Drug deaths hit new high in Columbiana County
At least 11 drug deaths have occurred in Columbiana County this year.
By D.A. WILKINSON
VINDICATOR SALEM BUREAU
LISBON — Drug and alcohol deaths in Columbiana County hit an all-time high in 2006.
The county had 22 deaths last year attributed to drugs and alcohol. There were 15 deaths in 2005.
Sheriff David Smith said abusers don’t think of the potentially fatal consequences of using drugs.
“They don’t care,” Smith said. “They aren’t concerned with whether it kills them or not.”
The only thing drug abusers care about, Smith said, “is ‘Where can I get more drugs?’”

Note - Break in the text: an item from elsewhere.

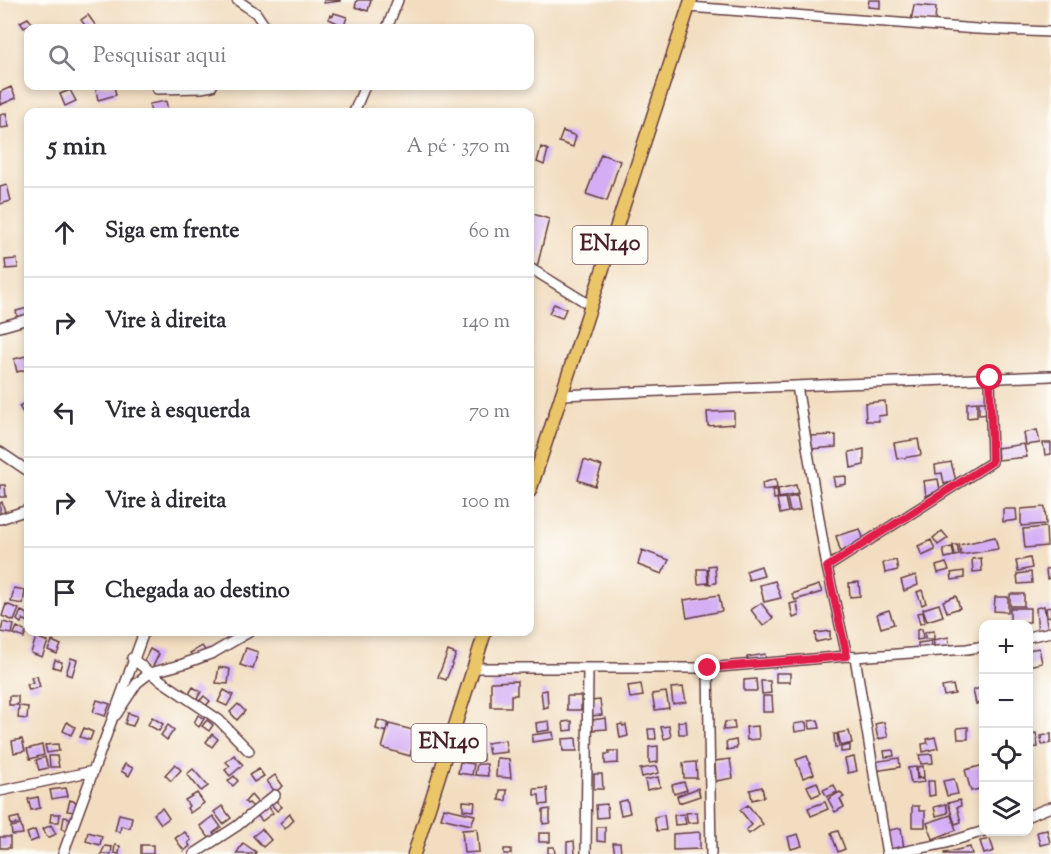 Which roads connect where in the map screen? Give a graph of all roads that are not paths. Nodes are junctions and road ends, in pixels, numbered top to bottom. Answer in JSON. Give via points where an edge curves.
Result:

The drug and alcohol deaths so far this year appear to be on track to tie 2006. But that could change, according to Fran Rudibaugh, the chief forensic investigator for Coroner Dr. William Graham. Dr. Graham could not be reached Friday.
Rudibaugh said the 2007 deaths “may drop off in the second half of the year.”
There have been at least 11 drug deaths so far. Rudibaugh and David Scharf, the coroner’s assistant forensic investigator, are still waiting for results in several cases.
Rudibaugh said there was no good news in any figures relating to the increase of drug deaths.
“It’s been a horrible year for all of us,” Rudibaugh said.
By comparison, there were four drug- and alcohol-based deaths in the county in 1996. The deaths have been rising in recent years.
Rudibaugh said the deaths by drugs this year included nine suicides.
In toxicology tests performed in 84 other cases, some 44 tested positive for drugs. That means drugs were a factor in the deaths.
Some 17, or about 77 percent, of the 2006 drug and alcohol deaths were men.
About 63 percent of the men and women who died were in their 40s and 50s.
And opiates were the drug found in about 58 percent of direct drug and alcohol deaths.
Warning
Law enforcement officials have warned about the influx of drugs and their impact on the county for several years.
The sheriff said the problem in the county now is no different than Mahoning or Summit counties.
Smith said he and Prosecutor Robert Herron agree that about 80 percent of all crimes are somehow tied to drug abuse.
Smith and Herron, who could not be reached, have pushed for more resources to fight the rise in crime.
The sheriff is asking the county for more money to hire more deputies.
Herron has asked the community to get involved in the war against drugs, but he commented recently that Salem residents seem to think that some unnamed, unknown police agency would come to town and take care of the problem.